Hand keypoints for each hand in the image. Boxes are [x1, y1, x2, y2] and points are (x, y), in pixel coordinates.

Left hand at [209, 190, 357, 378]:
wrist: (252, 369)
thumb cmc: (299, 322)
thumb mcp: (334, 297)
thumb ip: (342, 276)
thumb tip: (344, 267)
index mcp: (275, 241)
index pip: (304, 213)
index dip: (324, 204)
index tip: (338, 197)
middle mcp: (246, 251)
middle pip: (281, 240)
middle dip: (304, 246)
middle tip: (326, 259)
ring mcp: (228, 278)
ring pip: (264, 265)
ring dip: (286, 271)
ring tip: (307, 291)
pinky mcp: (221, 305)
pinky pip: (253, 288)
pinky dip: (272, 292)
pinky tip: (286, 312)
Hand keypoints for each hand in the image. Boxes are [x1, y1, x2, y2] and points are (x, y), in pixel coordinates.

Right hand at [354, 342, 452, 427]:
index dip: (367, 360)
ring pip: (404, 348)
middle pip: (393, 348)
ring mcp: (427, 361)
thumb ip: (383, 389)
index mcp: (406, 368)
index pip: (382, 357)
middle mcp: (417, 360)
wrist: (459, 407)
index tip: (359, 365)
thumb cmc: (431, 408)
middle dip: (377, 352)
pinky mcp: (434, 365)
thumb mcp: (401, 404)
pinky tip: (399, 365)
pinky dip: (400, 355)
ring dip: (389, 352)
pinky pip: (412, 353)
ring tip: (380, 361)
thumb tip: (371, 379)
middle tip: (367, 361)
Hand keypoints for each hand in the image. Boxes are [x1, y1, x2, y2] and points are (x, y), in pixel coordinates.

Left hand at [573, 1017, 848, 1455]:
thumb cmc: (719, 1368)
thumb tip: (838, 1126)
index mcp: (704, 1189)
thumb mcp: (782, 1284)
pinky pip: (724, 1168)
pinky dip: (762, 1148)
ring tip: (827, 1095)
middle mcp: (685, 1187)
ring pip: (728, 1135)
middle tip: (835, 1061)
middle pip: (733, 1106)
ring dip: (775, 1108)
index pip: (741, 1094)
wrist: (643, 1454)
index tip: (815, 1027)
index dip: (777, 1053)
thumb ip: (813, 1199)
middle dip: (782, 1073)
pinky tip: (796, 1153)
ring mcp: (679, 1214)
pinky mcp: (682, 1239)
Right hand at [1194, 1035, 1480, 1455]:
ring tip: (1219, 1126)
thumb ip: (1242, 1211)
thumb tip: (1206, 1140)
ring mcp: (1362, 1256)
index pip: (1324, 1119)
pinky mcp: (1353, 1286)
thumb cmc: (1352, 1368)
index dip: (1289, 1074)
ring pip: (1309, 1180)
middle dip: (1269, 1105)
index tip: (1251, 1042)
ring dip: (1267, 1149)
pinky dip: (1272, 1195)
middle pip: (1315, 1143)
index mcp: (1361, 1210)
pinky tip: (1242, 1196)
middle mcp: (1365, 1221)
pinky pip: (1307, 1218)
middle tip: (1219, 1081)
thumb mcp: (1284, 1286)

++++++++++

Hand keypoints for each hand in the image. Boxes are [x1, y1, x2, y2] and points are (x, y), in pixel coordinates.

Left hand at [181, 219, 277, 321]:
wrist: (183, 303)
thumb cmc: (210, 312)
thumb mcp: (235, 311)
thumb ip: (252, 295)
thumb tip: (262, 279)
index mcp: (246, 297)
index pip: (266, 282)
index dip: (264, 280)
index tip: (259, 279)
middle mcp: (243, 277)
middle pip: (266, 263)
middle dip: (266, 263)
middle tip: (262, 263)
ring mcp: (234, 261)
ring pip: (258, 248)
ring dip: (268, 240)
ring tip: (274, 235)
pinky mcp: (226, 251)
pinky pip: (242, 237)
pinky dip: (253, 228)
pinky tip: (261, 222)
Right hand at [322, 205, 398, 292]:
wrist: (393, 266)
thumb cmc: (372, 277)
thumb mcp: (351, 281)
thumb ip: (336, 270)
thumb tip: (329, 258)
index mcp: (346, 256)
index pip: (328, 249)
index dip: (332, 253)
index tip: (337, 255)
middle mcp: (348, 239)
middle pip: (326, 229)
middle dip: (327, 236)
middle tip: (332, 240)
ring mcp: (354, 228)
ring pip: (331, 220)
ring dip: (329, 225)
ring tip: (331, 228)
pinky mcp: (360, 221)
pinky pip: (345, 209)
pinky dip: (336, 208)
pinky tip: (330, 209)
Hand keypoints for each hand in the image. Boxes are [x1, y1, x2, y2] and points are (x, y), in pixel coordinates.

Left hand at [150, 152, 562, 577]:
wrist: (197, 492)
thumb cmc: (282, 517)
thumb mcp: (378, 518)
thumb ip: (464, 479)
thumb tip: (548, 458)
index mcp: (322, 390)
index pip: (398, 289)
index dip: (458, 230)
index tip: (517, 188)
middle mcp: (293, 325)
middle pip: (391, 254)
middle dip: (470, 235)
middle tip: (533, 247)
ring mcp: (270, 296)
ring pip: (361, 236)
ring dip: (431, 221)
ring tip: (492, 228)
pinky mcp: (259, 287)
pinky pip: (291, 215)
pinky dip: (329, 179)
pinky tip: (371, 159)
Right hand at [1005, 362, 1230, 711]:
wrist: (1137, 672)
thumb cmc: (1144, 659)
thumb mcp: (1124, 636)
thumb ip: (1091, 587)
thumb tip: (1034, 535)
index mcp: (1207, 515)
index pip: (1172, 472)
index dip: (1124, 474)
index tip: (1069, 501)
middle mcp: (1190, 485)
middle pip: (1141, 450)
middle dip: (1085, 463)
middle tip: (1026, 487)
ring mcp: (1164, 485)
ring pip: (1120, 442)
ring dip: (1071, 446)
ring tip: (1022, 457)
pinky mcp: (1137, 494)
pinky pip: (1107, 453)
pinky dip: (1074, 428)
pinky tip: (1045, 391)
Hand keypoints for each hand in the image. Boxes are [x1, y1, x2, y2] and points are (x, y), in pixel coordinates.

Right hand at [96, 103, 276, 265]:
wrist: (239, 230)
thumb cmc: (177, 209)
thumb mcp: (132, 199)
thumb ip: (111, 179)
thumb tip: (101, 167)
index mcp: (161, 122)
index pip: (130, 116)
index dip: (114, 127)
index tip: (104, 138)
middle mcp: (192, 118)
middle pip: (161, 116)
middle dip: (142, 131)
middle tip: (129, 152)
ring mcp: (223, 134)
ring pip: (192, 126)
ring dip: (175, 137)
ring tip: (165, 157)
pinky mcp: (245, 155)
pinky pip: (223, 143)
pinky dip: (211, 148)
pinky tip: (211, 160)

++++++++++

> **Action item**: Would you copy out exactly the lines above that start at the one containing "middle dip: (1269, 1105)" and end at the one containing "thumb mcp: (1284, 1286)", inclusive?

> **Answer for this exercise**:
middle dip: (1269, 1105)
index tip: (1251, 1042)
ring dip: (1267, 1149)
pinky dip: (1272, 1195)
middle pip: (1315, 1143)
index mcp: (1361, 1210)
pinky tip: (1242, 1196)
middle mcp: (1365, 1221)
pinky pip: (1307, 1218)
middle tip: (1219, 1081)
thumb mcp: (1284, 1286)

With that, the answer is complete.